Hey, I saw yall benchmark BERT and A1111 on an AMD MI210 in a video.
Thing is… those benchmarks are super unoptimized. At the end of the video, ya’ll said to post better benchmarks in the forums, so here I am!
Facebook has a hyper optimized version of Stable Diffusion in a framework that explicitly supports AMD and Nvidia server GPUs. Its 2x-3x as fast as A1111, maybe more on big GPUs like the MI210 and A100.
Go to this github repo to try the demo:
/facebookincubator/AITemplate/tree/main/examples/05_stable_diffusion
If a raw python demo isnt your cup of tea, a Stable Diffusion UI has AITemplate implemented here: VoltaML/voltaML-fast-stable-diffusion
Meanwhile, BERT is a old and janky language model. The hot new thing in AI land is the ChatGPT-like Llama model, coincidentally also from Facebook.

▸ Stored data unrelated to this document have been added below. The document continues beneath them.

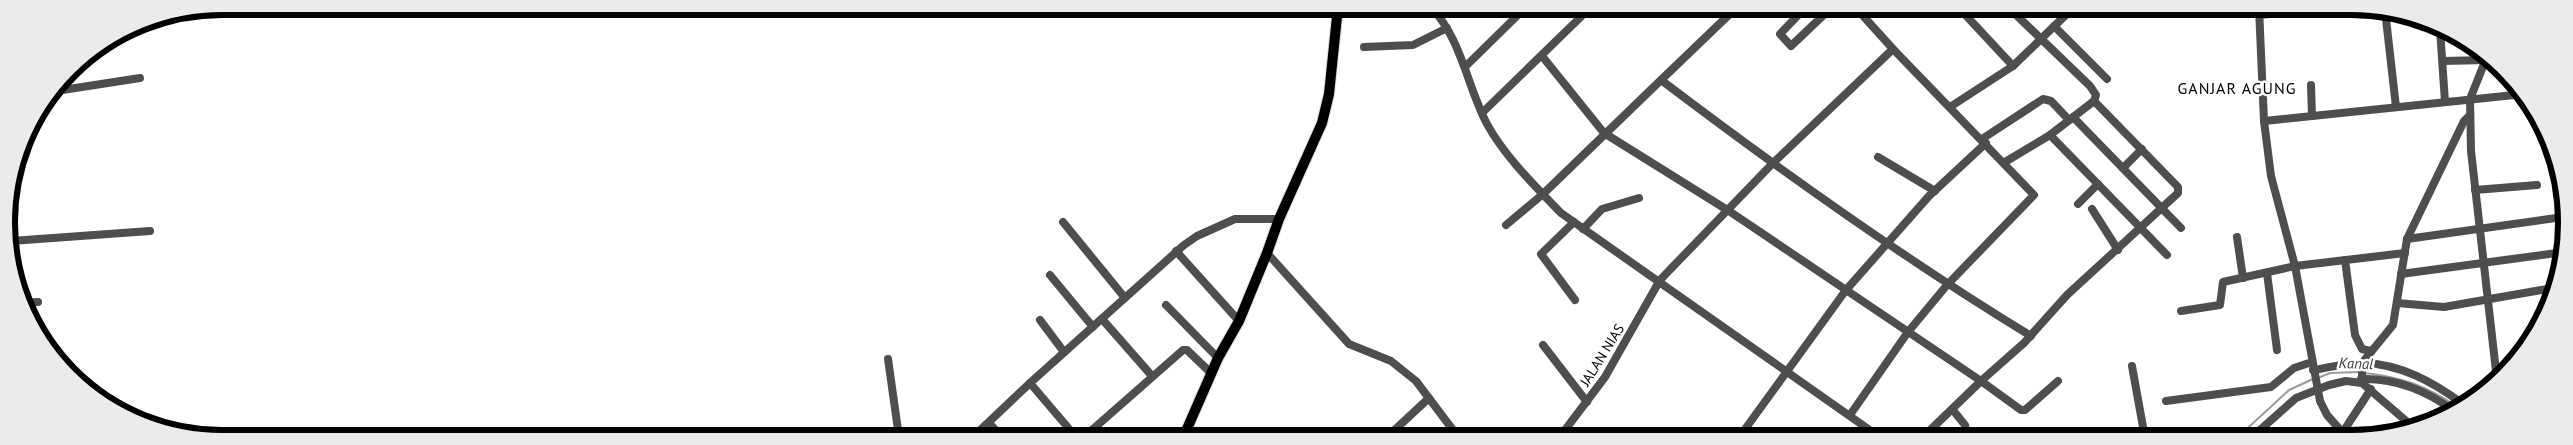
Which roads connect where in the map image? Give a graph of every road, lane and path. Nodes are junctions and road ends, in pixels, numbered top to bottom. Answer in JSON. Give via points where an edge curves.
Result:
{"nodes":[{"id":1,"x":1337,"y":15,"type":"edge"},
{"id":2,"x":1437,"y":15,"type":"edge"},
{"id":3,"x":1518,"y":15,"type":"edge"},
{"id":4,"x":1583,"y":15,"type":"edge"},
{"id":5,"x":1727,"y":15,"type":"edge"},
{"id":6,"x":1799,"y":15,"type":"edge"},
{"id":7,"x":1823,"y":15,"type":"edge"},
{"id":8,"x":1862,"y":15,"type":"edge"},
{"id":9,"x":1966,"y":15,"type":"edge"},
{"id":10,"x":2016,"y":15,"type":"edge"},
{"id":11,"x":2065,"y":15,"type":"edge"},
{"id":12,"x":2259,"y":15,"type":"edge"},
{"id":13,"x":2386,"y":18,"type":"edge"},
{"id":14,"x":2054,"y":26,"type":"junction"},
{"id":15,"x":1447,"y":28,"type":"junction"},
{"id":16,"x":2440,"y":35,"type":"edge"},
{"id":17,"x":2041,"y":39,"type":"junction"},
{"id":18,"x":1364,"y":46,"type":"dead end"},
{"id":19,"x":1893,"y":49,"type":"junction"},
{"id":20,"x":1542,"y":56,"type":"junction"},
{"id":21,"x":2442,"y":61,"type":"junction"},
{"id":22,"x":2482,"y":62,"type":"edge"},
{"id":23,"x":2486,"y":65,"type":"edge"},
{"id":24,"x":2013,"y":66,"type":"junction"},
{"id":25,"x":1465,"y":67,"type":"junction"},
{"id":26,"x":140,"y":78,"type":"dead end"},
{"id":27,"x":2107,"y":79,"type":"dead end"},
{"id":28,"x":1661,"y":80,"type":"junction"},
{"id":29,"x":2311,"y":85,"type":"dead end"},
{"id":30,"x":64,"y":89,"type":"edge"},
{"id":31,"x":2514,"y":95,"type":"edge"},
{"id":32,"x":2470,"y":99,"type":"junction"},
{"id":33,"x":2094,"y":101,"type":"junction"},
{"id":34,"x":2445,"y":102,"type":"junction"},
{"id":35,"x":1950,"y":107,"type":"junction"},
{"id":36,"x":2396,"y":107,"type":"junction"},
{"id":37,"x":1482,"y":113,"type":"junction"},
{"id":38,"x":2470,"y":115,"type":"junction"},
{"id":39,"x":2312,"y":116,"type":"junction"},
{"id":40,"x":2071,"y":119,"type":"junction"},
{"id":41,"x":2264,"y":121,"type":"junction"},
{"id":42,"x":1604,"y":133,"type":"junction"},
{"id":43,"x":2050,"y":135,"type":"junction"},
{"id":44,"x":1984,"y":141,"type":"junction"},
{"id":45,"x":2142,"y":149,"type":"junction"},
{"id":46,"x":1878,"y":157,"type":"dead end"},
{"id":47,"x":2005,"y":162,"type":"junction"},
{"id":48,"x":1772,"y":164,"type":"junction"},
{"id":49,"x":2123,"y":168,"type":"junction"},
{"id":50,"x":2098,"y":184,"type":"junction"},
{"id":51,"x":2537,"y":185,"type":"dead end"},
{"id":52,"x":2475,"y":190,"type":"junction"},
{"id":53,"x":1935,"y":191,"type":"junction"},
{"id":54,"x":1543,"y":194,"type":"junction"},
{"id":55,"x":1639,"y":198,"type":"dead end"},
{"id":56,"x":2078,"y":204,"type":"dead end"},
{"id":57,"x":2161,"y":208,"type":"junction"},
{"id":58,"x":2092,"y":209,"type":"dead end"},
{"id":59,"x":1729,"y":211,"type":"junction"},
{"id":60,"x":2558,"y":218,"type":"edge"},
{"id":61,"x":1279,"y":219,"type":"junction"},
{"id":62,"x":1063,"y":222,"type":"dead end"},
{"id":63,"x":1574,"y":222,"type":"junction"},
{"id":64,"x":1506,"y":224,"type":"dead end"},
{"id":65,"x":2140,"y":228,"type":"junction"},
{"id":66,"x":2180,"y":228,"type":"dead end"},
{"id":67,"x":1583,"y":229,"type":"junction"},
{"id":68,"x":2480,"y":229,"type":"junction"},
{"id":69,"x":150,"y":231,"type":"dead end"},
{"id":70,"x":2237,"y":236,"type":"dead end"},
{"id":71,"x":2408,"y":239,"type":"junction"},
{"id":72,"x":16,"y":241,"type":"edge"},
{"id":73,"x":1886,"y":244,"type":"junction"},
{"id":74,"x":2118,"y":250,"type":"junction"},
{"id":75,"x":1176,"y":251,"type":"junction"},
{"id":76,"x":1267,"y":253,"type":"junction"},
{"id":77,"x":2405,"y":253,"type":"junction"},
{"id":78,"x":2555,"y":253,"type":"edge"},
{"id":79,"x":2167,"y":255,"type":"dead end"},
{"id":80,"x":2344,"y":260,"type":"junction"},
{"id":81,"x":2483,"y":264,"type":"junction"},
{"id":82,"x":2295,"y":266,"type":"junction"},
{"id":83,"x":2267,"y":272,"type":"junction"},
{"id":84,"x":2400,"y":274,"type":"junction"},
{"id":85,"x":1050,"y":275,"type":"dead end"},
{"id":86,"x":2243,"y":278,"type":"junction"},
{"id":87,"x":1660,"y":280,"type":"junction"},
{"id":88,"x":1947,"y":285,"type":"junction"},
{"id":89,"x":2547,"y":289,"type":"edge"},
{"id":90,"x":1846,"y":290,"type":"junction"},
{"id":91,"x":1125,"y":298,"type":"junction"},
{"id":92,"x":2488,"y":298,"type":"junction"},
{"id":93,"x":1575,"y":300,"type":"dead end"},
{"id":94,"x":31,"y":302,"type":"edge"},
{"id":95,"x":38,"y":302,"type":"dead end"},
{"id":96,"x":2398,"y":304,"type":"junction"},
{"id":97,"x":1166,"y":305,"type":"dead end"},
{"id":98,"x":2181,"y":310,"type":"dead end"},
{"id":99,"x":1102,"y":318,"type":"junction"},
{"id":100,"x":1040,"y":320,"type":"dead end"},
{"id":101,"x":1238,"y":320,"type":"junction"},
{"id":102,"x":1093,"y":327,"type":"junction"},
{"id":103,"x":1908,"y":332,"type":"junction"},
{"id":104,"x":2031,"y":336,"type":"junction"},
{"id":105,"x":1543,"y":345,"type":"dead end"},
{"id":106,"x":2277,"y":350,"type":"dead end"},
{"id":107,"x":1064,"y":352,"type":"junction"},
{"id":108,"x":2371,"y":352,"type":"junction"},
{"id":109,"x":1218,"y":358,"type":"junction"},
{"id":110,"x":888,"y":359,"type":"dead end"},
{"id":111,"x":2362,"y":364,"type":"junction"},
{"id":112,"x":2132,"y":366,"type":"dead end"},
{"id":113,"x":2313,"y":369,"type":"junction"},
{"id":114,"x":1787,"y":370,"type":"junction"},
{"id":115,"x":2496,"y":370,"type":"edge"},
{"id":116,"x":1211,"y":373,"type":"junction"},
{"id":117,"x":1152,"y":376,"type":"junction"},
{"id":118,"x":2361,"y":379,"type":"junction"},
{"id":119,"x":1981,"y":380,"type":"junction"},
{"id":120,"x":2058,"y":381,"type":"dead end"},
{"id":121,"x":1030,"y":383,"type":"junction"},
{"id":122,"x":2317,"y":387,"type":"junction"},
{"id":123,"x":2371,"y":389,"type":"junction"},
{"id":124,"x":1429,"y":398,"type":"junction"},
{"id":125,"x":2458,"y":400,"type":"edge"},
{"id":126,"x":2166,"y":401,"type":"dead end"},
{"id":127,"x":1587,"y":402,"type":"junction"},
{"id":128,"x":2447,"y":406,"type":"edge"},
{"id":129,"x":1952,"y":409,"type":"junction"},
{"id":130,"x":1850,"y":415,"type":"junction"},
{"id":131,"x":2407,"y":422,"type":"edge"},
{"id":132,"x":989,"y":423,"type":"junction"},
{"id":133,"x":898,"y":430,"type":"edge"},
{"id":134,"x":981,"y":430,"type":"edge"},
{"id":135,"x":996,"y":430,"type":"edge"},
{"id":136,"x":1069,"y":430,"type":"edge"},
{"id":137,"x":1093,"y":430,"type":"edge"},
{"id":138,"x":1186,"y":430,"type":"edge"},
{"id":139,"x":1395,"y":430,"type":"edge"},
{"id":140,"x":1453,"y":430,"type":"edge"},
{"id":141,"x":1565,"y":430,"type":"edge"},
{"id":142,"x":1744,"y":430,"type":"edge"},
{"id":143,"x":1870,"y":430,"type":"edge"},
{"id":144,"x":1930,"y":430,"type":"edge"},
{"id":145,"x":1966,"y":430,"type":"edge"},
{"id":146,"x":2144,"y":430,"type":"edge"},
{"id":147,"x":2260,"y":430,"type":"edge"},
{"id":148,"x":2338,"y":430,"type":"edge"},
{"id":149,"x":2344,"y":430,"type":"edge"}],
"edges":[{"from":1,"to":61,"type":"main road","via":[[1332,74],[1322,123]]},
{"from":2,"to":15,"type":"street"},
{"from":3,"to":25,"type":"street"},
{"from":4,"to":20,"type":"street"},
{"from":5,"to":28,"type":"street"},
{"from":6,"to":7,"type":"street","via":[[1780,34],[1790,46]]},
{"from":8,"to":19,"type":"street"},
{"from":9,"to":24,"type":"street"},
{"from":10,"to":17,"type":"street"},
{"from":11,"to":14,"type":"street"},
{"from":12,"to":41,"type":"street"},
{"from":13,"to":36,"type":"street"},
{"from":14,"to":17,"type":"street"},
{"from":14,"to":27,"type":"street"},
{"from":15,"to":18,"type":"street","via":[[1413,45]]},
{"from":15,"to":25,"type":"street"},
{"from":16,"to":21,"type":"street"},
{"from":17,"to":24,"type":"street"},
{"from":17,"to":33,"type":"street","via":[[2090,86],[2096,95]]},
{"from":19,"to":35,"type":"street"},
{"from":19,"to":48,"type":"street","name":"JALAN NIAS"},
{"from":20,"to":37,"type":"street"},
{"from":20,"to":42,"type":"street"},
{"from":21,"to":22,"type":"street"},
{"from":21,"to":34,"type":"street"},
{"from":23,"to":32,"type":"street"},
{"from":24,"to":35,"type":"street"},
{"from":25,"to":37,"type":"street"},
{"from":26,"to":30,"type":"street"},
{"from":28,"to":42,"type":"street"},
{"from":28,"to":48,"type":"street"},
{"from":29,"to":39,"type":"street"},
{"from":31,"to":32,"type":"street"},
{"from":32,"to":34,"type":"street"},
{"from":32,"to":38,"type":"street"},
{"from":33,"to":40,"type":"street"},
{"from":33,"to":45,"type":"street"},
{"from":34,"to":36,"type":"street"},
{"from":35,"to":44,"type":"street"},
{"from":36,"to":39,"type":"street"},
{"from":37,"to":54,"type":"street","via":[[1501,145]]},
{"from":38,"to":52,"type":"street"},
{"from":38,"to":71,"type":"street","via":[[2464,121]]},
{"from":39,"to":41,"type":"street"},
{"from":40,"to":43,"type":"street"},
{"from":40,"to":44,"type":"street","via":[[2051,100],[2043,99]]},
{"from":40,"to":49,"type":"street"},
{"from":41,"to":82,"type":"street","via":[[2272,184]]},
{"from":42,"to":54,"type":"street"},
{"from":42,"to":59,"type":"street"},
{"from":43,"to":47,"type":"street"},
{"from":43,"to":50,"type":"street"},
{"from":44,"to":47,"type":"street"},
{"from":44,"to":53,"type":"street"},
{"from":45,"to":49,"type":"street"},
{"from":45,"to":57,"type":"street","via":[[2179,189]]},
{"from":46,"to":53,"type":"street"},
{"from":47,"to":88,"type":"street","via":[[2034,197]]},
{"from":48,"to":59,"type":"street","name":"JALAN NIAS"},
{"from":48,"to":73,"type":"street"},
{"from":49,"to":57,"type":"street"},
{"from":50,"to":56,"type":"street"},
{"from":50,"to":65,"type":"street"},
{"from":51,"to":52,"type":"street"},
{"from":52,"to":68,"type":"street"},
{"from":53,"to":73,"type":"street"},
{"from":54,"to":63,"type":"street"},
{"from":54,"to":64,"type":"street"},
{"from":55,"to":67,"type":"street","via":[[1602,209]]},
{"from":57,"to":65,"type":"street"},
{"from":57,"to":66,"type":"street"},
{"from":58,"to":74,"type":"street"},
{"from":59,"to":87,"type":"street","name":"JALAN NIAS"},
{"from":59,"to":90,"type":"street"},
{"from":60,"to":68,"type":"street"},
{"from":61,"to":75,"type":"street","via":[[1236,219],[1197,236]]},
{"from":61,"to":76,"type":"main road"},
{"from":62,"to":91,"type":"street"},
{"from":63,"to":67,"type":"street"},
{"from":63,"to":93,"type":"street","via":[[1541,254]]},
{"from":65,"to":74,"type":"street"},
{"from":65,"to":79,"type":"street"},
{"from":67,"to":87,"type":"street"},
{"from":68,"to":71,"type":"street"},
{"from":68,"to":81,"type":"street"},
{"from":69,"to":72,"type":"street"},
{"from":70,"to":86,"type":"street"},
{"from":71,"to":77,"type":"street"},
{"from":73,"to":88,"type":"street"},
{"from":73,"to":90,"type":"street"},
{"from":74,"to":104,"type":"street","via":[[2067,296]]},
{"from":75,"to":91,"type":"street"},
{"from":75,"to":101,"type":"street"},
{"from":76,"to":101,"type":"main road"},
{"from":76,"to":124,"type":"street","via":[[1348,344],[1404,369]]},
{"from":77,"to":80,"type":"street"},
{"from":77,"to":84,"type":"street"},
{"from":78,"to":81,"type":"street"},
{"from":80,"to":82,"type":"street"},
{"from":80,"to":108,"type":"street","via":[[2355,335],[2362,349]]},
{"from":81,"to":84,"type":"street"},
{"from":81,"to":92,"type":"street"},
{"from":82,"to":83,"type":"street"},
{"from":82,"to":113,"type":"street"},
{"from":83,"to":86,"type":"street"},
{"from":83,"to":106,"type":"street"},
{"from":84,"to":96,"type":"street"},
{"from":85,"to":102,"type":"street"},
{"from":86,"to":98,"type":"street","via":[[2222,283],[2222,303],[2219,306]]},
{"from":87,"to":114,"type":"street"},
{"from":87,"to":127,"type":"street","name":"JALAN NIAS"},
{"from":88,"to":103,"type":"street"},
{"from":88,"to":104,"type":"street"},
{"from":89,"to":92,"type":"street"},
{"from":90,"to":103,"type":"street"},
{"from":90,"to":114,"type":"street"},
{"from":91,"to":99,"type":"street"},
{"from":92,"to":96,"type":"street","via":[[2444,307]]},
{"from":92,"to":115,"type":"street"},
{"from":94,"to":95,"type":"street"},
{"from":96,"to":108,"type":"street","via":[[2393,325]]},
{"from":97,"to":109,"type":"street"},
{"from":99,"to":102,"type":"street"},
{"from":99,"to":117,"type":"street"},
{"from":100,"to":107,"type":"street"},
{"from":101,"to":109,"type":"main road"},
{"from":102,"to":107,"type":"street"},
{"from":103,"to":119,"type":"street"},
{"from":103,"to":130,"type":"street"},
{"from":104,"to":119,"type":"street"},
{"from":105,"to":127,"type":"street"},
{"from":107,"to":121,"type":"street"},
{"from":108,"to":111,"type":"street"},
{"from":109,"to":116,"type":"main road"},
{"from":110,"to":133,"type":"street"},
{"from":111,"to":113,"type":"street"},
{"from":111,"to":118,"type":"street"},
{"from":111,"to":125,"type":"street","via":[[2409,372]]},
{"from":112,"to":146,"type":"street"},
{"from":113,"to":122,"type":"street"},
{"from":113,"to":126,"type":"street","via":[[2294,368],[2271,387]]},
{"from":114,"to":130,"type":"street"},
{"from":114,"to":142,"type":"street"},
{"from":116,"to":117,"type":"street","via":[[1186,350]]},
{"from":116,"to":138,"type":"main road"},
{"from":117,"to":137,"type":"street"},
{"from":118,"to":122,"type":"street"},
{"from":118,"to":123,"type":"street"},
{"from":118,"to":128,"type":"street","via":[[2407,385]]},
{"from":119,"to":120,"type":"street","via":[[2023,411]]},
{"from":119,"to":129,"type":"street"},
{"from":121,"to":132,"type":"street"},
{"from":121,"to":136,"type":"street"},
{"from":122,"to":147,"type":"street","via":[[2292,401]]},
{"from":122,"to":148,"type":"street","via":[[2324,410]]},
{"from":123,"to":131,"type":"street"},
{"from":123,"to":149,"type":"street"},
{"from":124,"to":139,"type":"street"},
{"from":124,"to":140,"type":"street"},
{"from":127,"to":141,"type":"street","name":"JALAN NIAS"},
{"from":129,"to":144,"type":"street"},
{"from":129,"to":145,"type":"street"},
{"from":130,"to":143,"type":"street"},
{"from":132,"to":134,"type":"street"},
{"from":132,"to":135,"type":"street"}]}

There a few “optimized” backends, but the easy one I would suggest is KoboldCPP (or llama.cpp) compiled for OpenCL support:
LostRuins/koboldcpp
Its a nice contrast to AITemplate stable diffusion, as its designed to run on tiny gaming GPUs (offloading most of the model to CPU, if needed). ROCM and Vulkan backends are a work in progress.
I would suggest running the brand new Llama 2 models, which you might see in the news later today. Search for “TheBloke Llama-2 ggml” on the Huggingface website.
…Sorry, I just registered and cant post the Github/Huggingface links.
Do I need to ping the YT video makers?